*** Opening Material provided ***

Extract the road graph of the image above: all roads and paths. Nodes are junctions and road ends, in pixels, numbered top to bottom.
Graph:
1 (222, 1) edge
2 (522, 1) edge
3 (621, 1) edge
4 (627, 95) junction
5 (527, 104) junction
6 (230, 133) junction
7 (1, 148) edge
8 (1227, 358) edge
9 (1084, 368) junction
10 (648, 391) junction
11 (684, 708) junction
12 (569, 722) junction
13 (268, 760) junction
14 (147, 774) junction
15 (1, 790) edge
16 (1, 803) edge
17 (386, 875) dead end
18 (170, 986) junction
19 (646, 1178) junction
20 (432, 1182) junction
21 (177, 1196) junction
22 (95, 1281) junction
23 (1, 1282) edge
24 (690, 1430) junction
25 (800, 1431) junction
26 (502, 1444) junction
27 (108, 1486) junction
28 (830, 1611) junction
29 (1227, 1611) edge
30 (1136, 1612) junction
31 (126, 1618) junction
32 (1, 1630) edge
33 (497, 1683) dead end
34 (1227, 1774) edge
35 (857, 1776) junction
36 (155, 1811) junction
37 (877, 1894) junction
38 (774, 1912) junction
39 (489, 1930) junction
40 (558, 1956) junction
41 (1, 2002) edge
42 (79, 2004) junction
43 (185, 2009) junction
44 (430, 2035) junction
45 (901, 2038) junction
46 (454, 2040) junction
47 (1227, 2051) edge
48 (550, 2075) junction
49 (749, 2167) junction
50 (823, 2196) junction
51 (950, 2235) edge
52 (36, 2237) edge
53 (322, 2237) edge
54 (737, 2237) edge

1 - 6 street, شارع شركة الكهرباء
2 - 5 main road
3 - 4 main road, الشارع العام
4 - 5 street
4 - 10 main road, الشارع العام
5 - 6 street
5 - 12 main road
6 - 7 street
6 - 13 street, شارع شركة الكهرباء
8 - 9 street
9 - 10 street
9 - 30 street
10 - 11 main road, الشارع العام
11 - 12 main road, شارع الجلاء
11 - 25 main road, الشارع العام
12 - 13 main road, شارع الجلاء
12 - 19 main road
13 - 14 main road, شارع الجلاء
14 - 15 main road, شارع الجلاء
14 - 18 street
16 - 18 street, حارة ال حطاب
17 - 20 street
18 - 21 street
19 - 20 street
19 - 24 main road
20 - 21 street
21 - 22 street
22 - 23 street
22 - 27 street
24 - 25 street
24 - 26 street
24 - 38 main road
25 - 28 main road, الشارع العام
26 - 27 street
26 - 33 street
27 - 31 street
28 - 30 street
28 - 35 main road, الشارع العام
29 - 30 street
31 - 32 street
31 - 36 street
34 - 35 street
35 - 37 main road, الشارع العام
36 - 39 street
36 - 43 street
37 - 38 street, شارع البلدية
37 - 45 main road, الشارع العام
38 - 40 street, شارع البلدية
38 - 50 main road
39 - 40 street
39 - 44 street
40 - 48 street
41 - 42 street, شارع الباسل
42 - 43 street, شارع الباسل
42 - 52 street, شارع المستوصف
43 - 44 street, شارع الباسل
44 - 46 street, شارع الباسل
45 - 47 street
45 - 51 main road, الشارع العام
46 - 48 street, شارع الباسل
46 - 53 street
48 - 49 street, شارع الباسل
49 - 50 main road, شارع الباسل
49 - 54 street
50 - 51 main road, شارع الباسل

*** Closing Material provided ***

Your instructions: Each and every record above needs writing out exactly.

Your solution:
Extract the road graph of the image above: all roads and paths. Nodes are junctions and road ends, in pixels, numbered top to bottom.
Graph:
1 (222, 1) edge
2 (522, 1) edge
3 (621, 1) edge
4 (627, 95) junction
5 (527, 104) junction
6 (230, 133) junction
7 (1, 148) edge
8 (1227, 358) edge
9 (1084, 368) junction
10 (648, 391) junction
11 (684, 708) junction
12 (569, 722) junction
13 (268, 760) junction
14 (147, 774) junction
15 (1, 790) edge
16 (1, 803) edge
17 (386, 875) dead end
18 (170, 986) junction
19 (646, 1178) junction
20 (432, 1182) junction
21 (177, 1196) junction
22 (95, 1281) junction
23 (1, 1282) edge
24 (690, 1430) junction
25 (800, 1431) junction
26 (502, 1444) junction
27 (108, 1486) junction
28 (830, 1611) junction
29 (1227, 1611) edge
30 (1136, 1612) junction
31 (126, 1618) junction
32 (1, 1630) edge
33 (497, 1683) dead end
34 (1227, 1774) edge
35 (857, 1776) junction
36 (155, 1811) junction
37 (877, 1894) junction
38 (774, 1912) junction
39 (489, 1930) junction
40 (558, 1956) junction
41 (1, 2002) edge
42 (79, 2004) junction
43 (185, 2009) junction
44 (430, 2035) junction
45 (901, 2038) junction
46 (454, 2040) junction
47 (1227, 2051) edge
48 (550, 2075) junction
49 (749, 2167) junction
50 (823, 2196) junction
51 (950, 2235) edge
52 (36, 2237) edge
53 (322, 2237) edge
54 (737, 2237) edge

1 - 6 street, شارع شركة الكهرباء
2 - 5 main road
3 - 4 main road, الشارع العام
4 - 5 street
4 - 10 main road, الشارع العام
5 - 6 street
5 - 12 main road
6 - 7 street
6 - 13 street, شارع شركة الكهرباء
8 - 9 street
9 - 10 street
9 - 30 street
10 - 11 main road, الشارع العام
11 - 12 main road, شارع الجلاء
11 - 25 main road, الشارع العام
12 - 13 main road, شارع الجلاء
12 - 19 main road
13 - 14 main road, شارع الجلاء
14 - 15 main road, شارع الجلاء
14 - 18 street
16 - 18 street, حارة ال حطاب
17 - 20 street
18 - 21 street
19 - 20 street
19 - 24 main road
20 - 21 street
21 - 22 street
22 - 23 street
22 - 27 street
24 - 25 street
24 - 26 street
24 - 38 main road
25 - 28 main road, الشارع العام
26 - 27 street
26 - 33 street
27 - 31 street
28 - 30 street
28 - 35 main road, الشارع العام
29 - 30 street
31 - 32 street
31 - 36 street
34 - 35 street
35 - 37 main road, الشارع العام
36 - 39 street
36 - 43 street
37 - 38 street, شارع البلدية
37 - 45 main road, الشارع العام
38 - 40 street, شارع البلدية
38 - 50 main road
39 - 40 street
39 - 44 street
40 - 48 street
41 - 42 street, شارع الباسل
42 - 43 street, شارع الباسل
42 - 52 street, شارع المستوصف
43 - 44 street, شارع الباسل
44 - 46 street, شارع الباسل
45 - 47 street
45 - 51 main road, الشارع العام
46 - 48 street, شارع الباسل
46 - 53 street
48 - 49 street, شارع الباسل
49 - 50 main road, شارع الباسل
49 - 54 street
50 - 51 main road, شارع الباسل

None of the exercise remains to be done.